GitHub's policy update makes the scope explicit: for individual paid and free tiers, Copilot interaction data will be used for model improvement by default unless the user disables "Allow GitHub to use my data for AI model training" under Privacy. The same post says Business and Enterprise customers are not included, and that previously saved opt-out choices will carry forward.

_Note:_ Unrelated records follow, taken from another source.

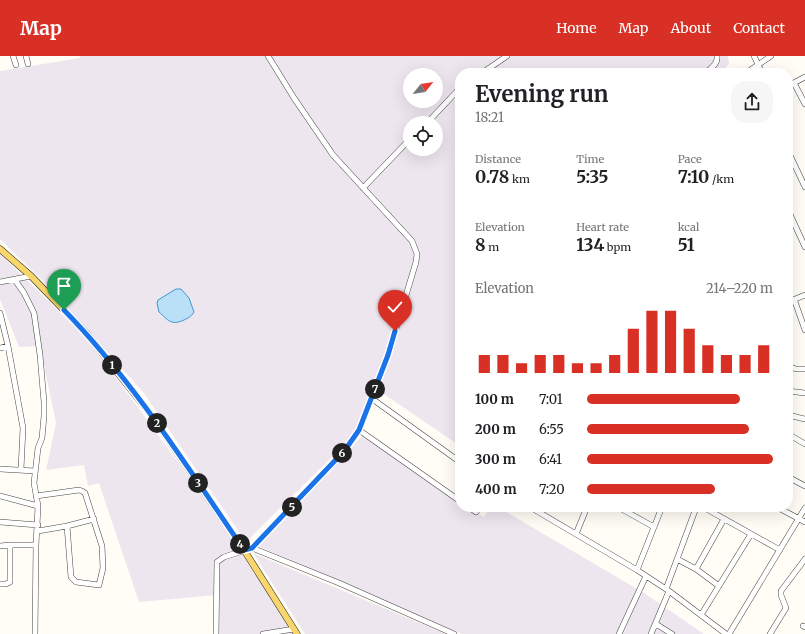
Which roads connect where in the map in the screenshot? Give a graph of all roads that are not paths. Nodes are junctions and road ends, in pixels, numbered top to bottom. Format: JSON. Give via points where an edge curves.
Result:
{"nodes":[{"id":1,"x":14,"y":56,"type":"edge"},
{"id":2,"x":26,"y":56,"type":"edge"},
{"id":3,"x":268,"y":56,"type":"edge"},
{"id":4,"x":507,"y":56,"type":"edge"},
{"id":5,"x":717,"y":56,"type":"edge"},
{"id":6,"x":754,"y":56,"type":"edge"},
{"id":7,"x":771,"y":56,"type":"edge"},
{"id":8,"x":28,"y":64,"type":"dead end"},
{"id":9,"x":758,"y":64,"type":"junction"},
{"id":10,"x":16,"y":65,"type":"dead end"},
{"id":11,"x":489,"y":68,"type":"edge"},
{"id":12,"x":711,"y":68,"type":"edge"},
{"id":13,"x":753,"y":68,"type":"edge"},
{"id":14,"x":760,"y":68,"type":"edge"},
{"id":15,"x":805,"y":77,"type":"edge"},
{"id":16,"x":794,"y":82,"type":"joint"},
{"id":17,"x":455,"y":93,"type":"edge"},
{"id":18,"x":805,"y":104,"type":"edge"},
{"id":19,"x":434,"y":116,"type":"edge"},
{"id":20,"x":403,"y":146,"type":"edge"},
{"id":21,"x":793,"y":165,"type":"edge"},
{"id":22,"x":805,"y":187,"type":"edge"},
{"id":23,"x":363,"y":188,"type":"junction"},
{"id":24,"x":793,"y":221,"type":"edge"},
{"id":25,"x":805,"y":247,"type":"edge"},
{"id":26,"x":0,"y":249,"type":"edge"},
{"id":27,"x":3,"y":255,"type":"edge"},
{"id":28,"x":31,"y":276,"type":"junction"},
{"id":29,"x":15,"y":280,"type":"junction"},
{"id":30,"x":0,"y":282,"type":"edge"},
{"id":31,"x":805,"y":295,"type":"edge"},
{"id":32,"x":794,"y":300,"type":"joint"},
{"id":33,"x":0,"y":313,"type":"edge"},
{"id":34,"x":805,"y":330,"type":"edge"},
{"id":35,"x":8,"y":346,"type":"junction"},
{"id":36,"x":0,"y":348,"type":"edge"},
{"id":37,"x":793,"y":368,"type":"edge"},
{"id":38,"x":805,"y":369,"type":"edge"},
{"id":39,"x":793,"y":392,"type":"edge"},
{"id":40,"x":805,"y":393,"type":"edge"},
{"id":41,"x":371,"y":398,"type":"junction"},
{"id":42,"x":793,"y":416,"type":"edge"},
{"id":43,"x":805,"y":419,"type":"edge"},
{"id":44,"x":359,"y":430,"type":"junction"},
{"id":45,"x":793,"y":437,"type":"edge"},
{"id":46,"x":805,"y":444,"type":"edge"},
{"id":47,"x":455,"y":458,"type":"edge"},
{"id":48,"x":0,"y":463,"type":"edge"},
{"id":49,"x":0,"y":469,"type":"edge"},
{"id":50,"x":21,"y":469,"type":"junction"},
{"id":51,"x":35,"y":471,"type":"junction"},
{"id":52,"x":793,"y":480,"type":"edge"},
{"id":53,"x":805,"y":486,"type":"edge"},
{"id":54,"x":0,"y":496,"type":"edge"},
{"id":55,"x":36,"y":496,"type":"junction"},
{"id":56,"x":455,"y":497,"type":"edge"},
{"id":57,"x":38,"y":506,"type":"junction"},
{"id":58,"x":805,"y":508,"type":"edge"},
{"id":59,"x":539,"y":512,"type":"edge"},
{"id":60,"x":585,"y":512,"type":"edge"},
{"id":61,"x":627,"y":512,"type":"edge"},
{"id":62,"x":660,"y":512,"type":"edge"},
{"id":63,"x":695,"y":512,"type":"edge"},
{"id":64,"x":711,"y":512,"type":"edge"},
{"id":65,"x":787,"y":512,"type":"edge"},
{"id":66,"x":799,"y":518,"type":"junction"},
{"id":67,"x":94,"y":519,"type":"junction"},
{"id":68,"x":724,"y":519,"type":"junction"},
{"id":69,"x":0,"y":522,"type":"edge"},
{"id":70,"x":805,"y":522,"type":"edge"},
{"id":71,"x":38,"y":525,"type":"junction"},
{"id":72,"x":67,"y":526,"type":"junction"},
{"id":73,"x":654,"y":527,"type":"junction"},
{"id":74,"x":38,"y":531,"type":"junction"},
{"id":75,"x":576,"y":534,"type":"junction"},
{"id":76,"x":751,"y":534,"type":"junction"},
{"id":77,"x":10,"y":545,"type":"junction"},
{"id":78,"x":36,"y":545,"type":"junction"},
{"id":79,"x":0,"y":546,"type":"edge"},
{"id":80,"x":252,"y":548,"type":"junction"},
{"id":81,"x":244,"y":550,"type":"junction"},
{"id":82,"x":780,"y":550,"type":"junction"},
{"id":83,"x":677,"y":559,"type":"junction"},
{"id":84,"x":804,"y":561,"type":"edge"},
{"id":85,"x":696,"y":569,"type":"junction"},
{"id":86,"x":637,"y":570,"type":"junction"},
{"id":87,"x":646,"y":576,"type":"junction"},
{"id":88,"x":0,"y":584,"type":"edge"},
{"id":89,"x":719,"y":586,"type":"junction"},
{"id":90,"x":668,"y":590,"type":"junction"},
{"id":91,"x":701,"y":615,"type":"junction"},
{"id":92,"x":656,"y":624,"type":"junction"},
{"id":93,"x":296,"y":632,"type":"edge"},
{"id":94,"x":35,"y":634,"type":"edge"},
{"id":95,"x":216,"y":634,"type":"edge"},
{"id":96,"x":263,"y":634,"type":"edge"},
{"id":97,"x":454,"y":634,"type":"edge"},
{"id":98,"x":619,"y":634,"type":"edge"},
{"id":99,"x":651,"y":634,"type":"edge"},
{"id":100,"x":672,"y":634,"type":"edge"},
{"id":101,"x":728,"y":634,"type":"edge"},
{"id":102,"x":770,"y":634,"type":"edge"}],
"edges":[{"from":1,"to":10,"type":"street"},
{"from":2,"to":8,"type":"street"},
{"from":3,"to":23,"type":"street","via":[[333,155]]},
{"from":4,"to":11,"type":"street"},
{"from":5,"to":12,"type":"street","via":[[718,60]]},
{"from":6,"to":9,"type":"street"},
{"from":7,"to":9,"type":"street"},
{"from":9,"to":13,"type":"street"},
{"from":9,"to":14,"type":"street"},
{"from":15,"to":16,"type":"street"},
{"from":16,"to":18,"type":"street"},
{"from":17,"to":19,"type":"street"},
{"from":20,"to":23,"type":"street"},
{"from":21,"to":22,"type":"street"},
{"from":23,"to":41,"type":"street","via":[[412,241],[417,254],[388,355]]},
{"from":24,"to":25,"type":"street"},
{"from":26,"to":27,"type":"main road"},
{"from":27,"to":28,"type":"main road"},
{"from":28,"to":29,"type":"street"},
{"from":28,"to":81,"type":"main road","via":[[87,334],[152,416]]},
{"from":29,"to":30,"type":"street"},
{"from":29,"to":51,"type":"street","via":[[34,313],[40,355],[44,416]]},
{"from":31,"to":32,"type":"street"},
{"from":32,"to":34,"type":"street"},
{"from":33,"to":35,"type":"street"},
{"from":35,"to":36,"type":"street"},
{"from":35,"to":50,"type":"street","via":[[23,428]]},
{"from":37,"to":38,"type":"street"},
{"from":39,"to":40,"type":"street"},
{"from":41,"to":44,"type":"street"},
{"from":41,"to":47,"type":"street"},
{"from":42,"to":43,"type":"street"},
{"from":44,"to":56,"type":"street"},
{"from":44,"to":80,"type":"street","via":[[345,450]]},
{"from":45,"to":46,"type":"street"},
{"from":48,"to":49,"type":"street"},
{"from":49,"to":50,"type":"street"},
{"from":50,"to":51,"type":"street"},
{"from":51,"to":55,"type":"street"},
{"from":52,"to":53,"type":"street"},
{"from":54,"to":57,"type":"street"},
{"from":55,"to":57,"type":"street"},
{"from":55,"to":67,"type":"street","via":[[82,491]]},
{"from":57,"to":71,"type":"street"},
{"from":58,"to":66,"type":"street"},
{"from":59,"to":75,"type":"street"},
{"from":60,"to":75,"type":"street"},
{"from":61,"to":73,"type":"street"},
{"from":62,"to":73,"type":"street"},
{"from":63,"to":83,"type":"street"},
{"from":64,"to":68,"type":"street"},
{"from":65,"to":66,"type":"street"},
{"from":66,"to":70,"type":"street"},
{"from":66,"to":82,"type":"street"},
{"from":67,"to":72,"type":"street"},
{"from":67,"to":72,"type":"street","via":[[103,555],[100,585],[73,580]]},
{"from":68,"to":76,"type":"street"},
{"from":68,"to":85,"type":"street"},
{"from":69,"to":71,"type":"street"},
{"from":71,"to":74,"type":"street"},
{"from":72,"to":74,"type":"street"},
{"from":73,"to":86,"type":"street"},
{"from":74,"to":78,"type":"street"},
{"from":75,"to":86,"type":"street"},
{"from":76,"to":82,"type":"street"},
{"from":76,"to":89,"type":"street"},
{"from":77,"to":78,"type":"street"},
{"from":77,"to":79,"type":"street"},
{"from":77,"to":88,"type":"street","via":[[10,582]]},
{"from":78,"to":94,"type":"street"},
{"from":80,"to":81,"type":"street"},
{"from":80,"to":97,"type":"street"},
{"from":81,"to":93,"type":"main road"},
{"from":81,"to":95,"type":"street","via":[[217,562]]},
{"from":82,"to":101,"type":"street"},
{"from":83,"to":85,"type":"street"},
{"from":83,"to":90,"type":"street"},
{"from":84,"to":102,"type":"street","via":[[780,595],[786,608]]},
{"from":85,"to":89,"type":"street"},
{"from":86,"to":87,"type":"street"},
{"from":87,"to":90,"type":"street"},
{"from":87,"to":98,"type":"street"},
{"from":89,"to":91,"type":"street"},
{"from":90,"to":91,"type":"street"},
{"from":90,"to":92,"type":"street"},
{"from":91,"to":101,"type":"street"},
{"from":92,"to":99,"type":"street"},
{"from":92,"to":100,"type":"street"},
{"from":93,"to":96,"type":"street"}]}
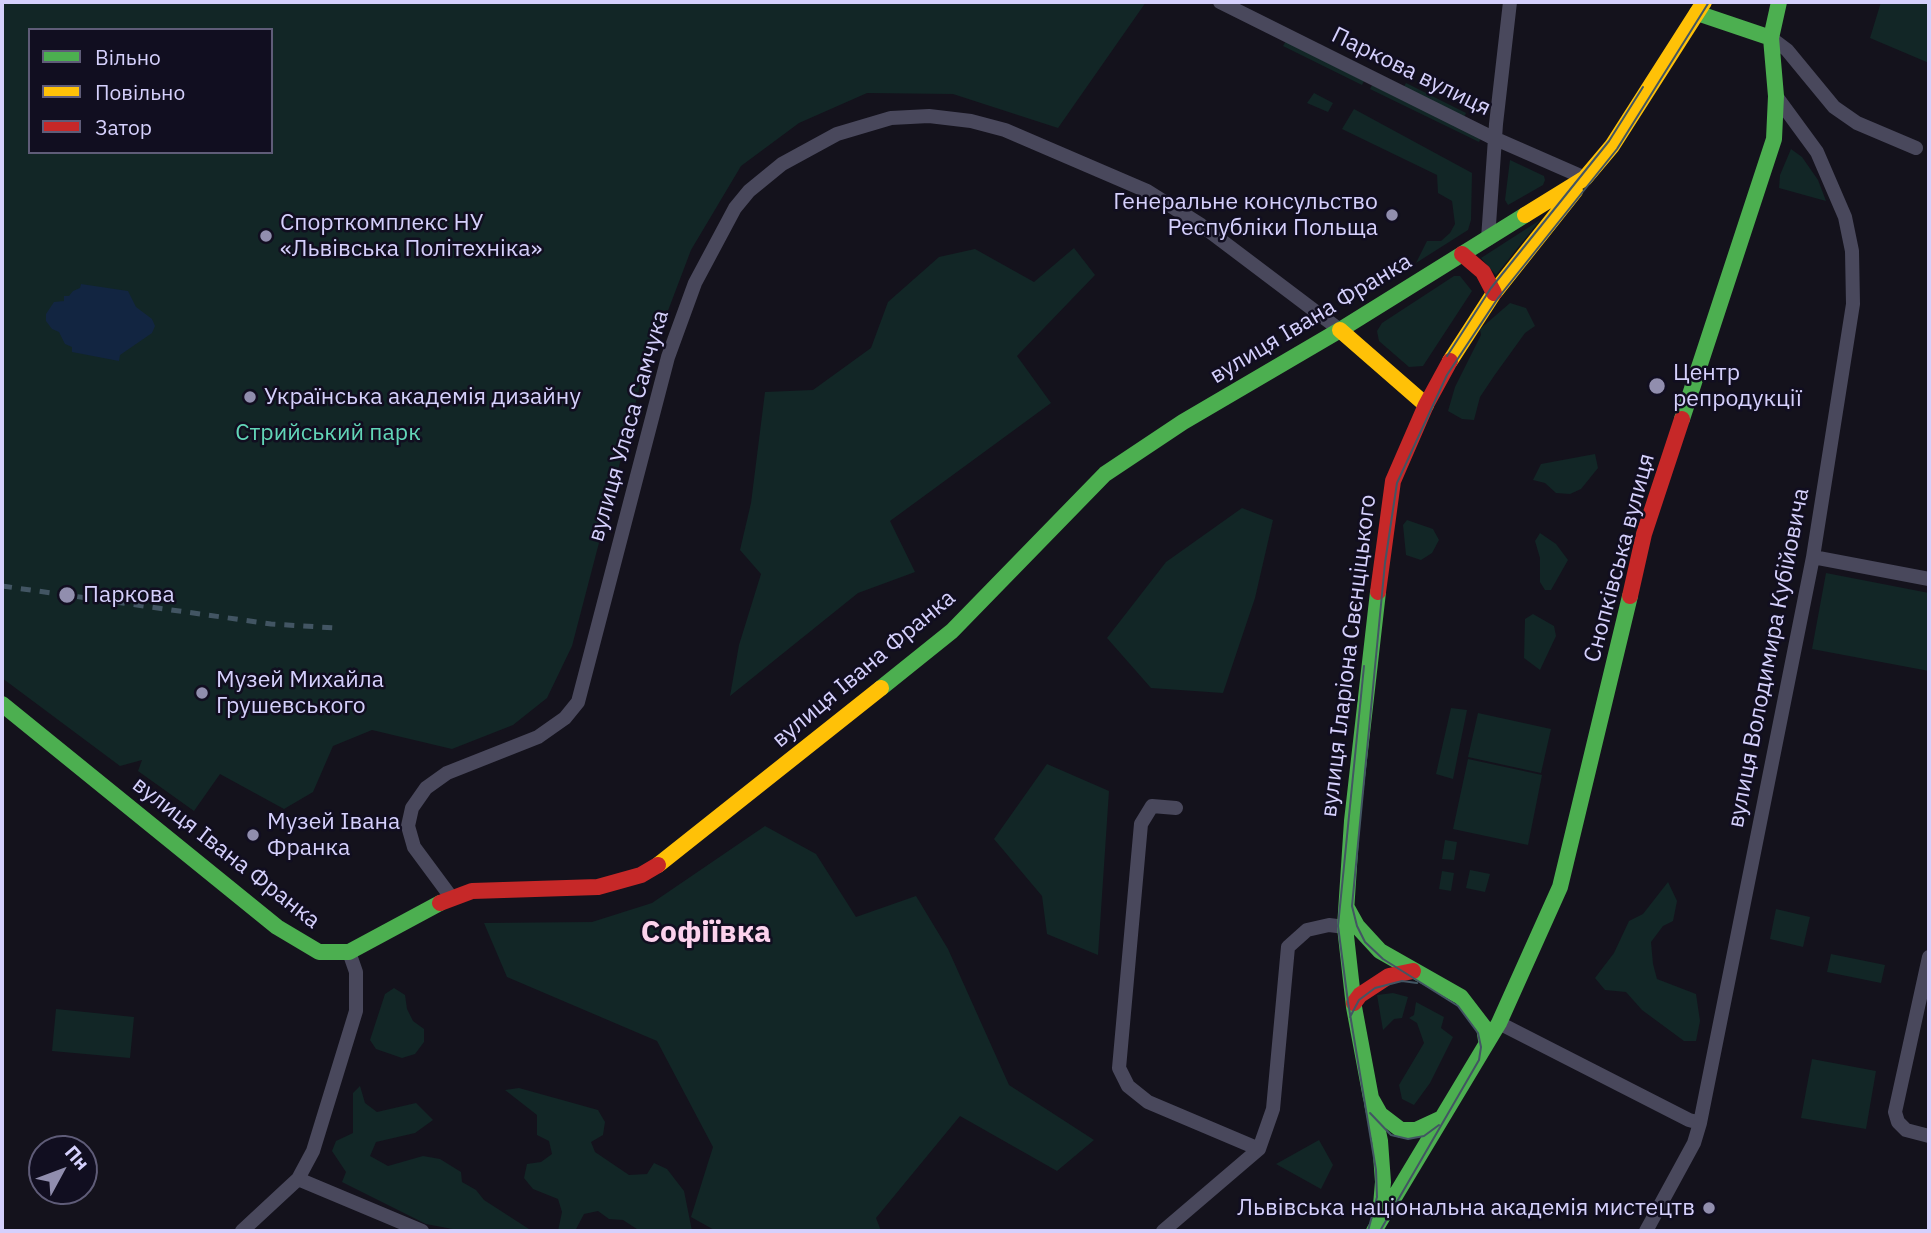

The data boundary is broad. According to the HN summary, it includes prompts, code context, outputs, and feedback; GitHub's own list also names accepted suggestions, comments, file names, and interaction metadata. GitHub says the data may be shared with affiliates such as Microsoft, but not third parties, as described in the policy post.
Posted by prefork
If you use Copilot, this affects your data boundary: prompts, code context, outputs, and feedback from Free/Pro/Pro+ may be used for model training unless you disable it, while Business/Enterprise are excluded. The thread highlights the exact opt-out setting, questions around mixed personal/work repos, and concerns about secrets or private code being exposed through normal IDE usage.
In the discussion roundup, one user said the training toggle was "enabled by default," and another said they "just checked" and found sharing was on. That reaction matters because many engineers use the same GitHub identity across hobby repos, side projects, and employer-adjacent work.
Posted by prefork
Thread discussion highlights: - mentalgear on Default privacy settings: "Allow GitHub to use my data for AI model training" is enabled by default. Turn it off here: https://github.com/settings/copilot/features - OtherShrezzing on Business and Enterprise exclusions: How can enterprises be confident that their IP isn’t being absorbed into the GH models in that scenario? - rectang on User opt-in surprise: I just checked my Github settings, and found that sharing my data was "enabled".
The thread also surfaces a more operational concern: whether sensitive code or secrets can be exposed through ordinary Copilot usage. One commenter argued there is "no way to ignore sensitive files with API keys" in the IDE flow, as quoted in the thread summary, while another questioned how confidently enterprises can separate corporate IP from personal-account activity when only Business and Enterprise plans are excluded.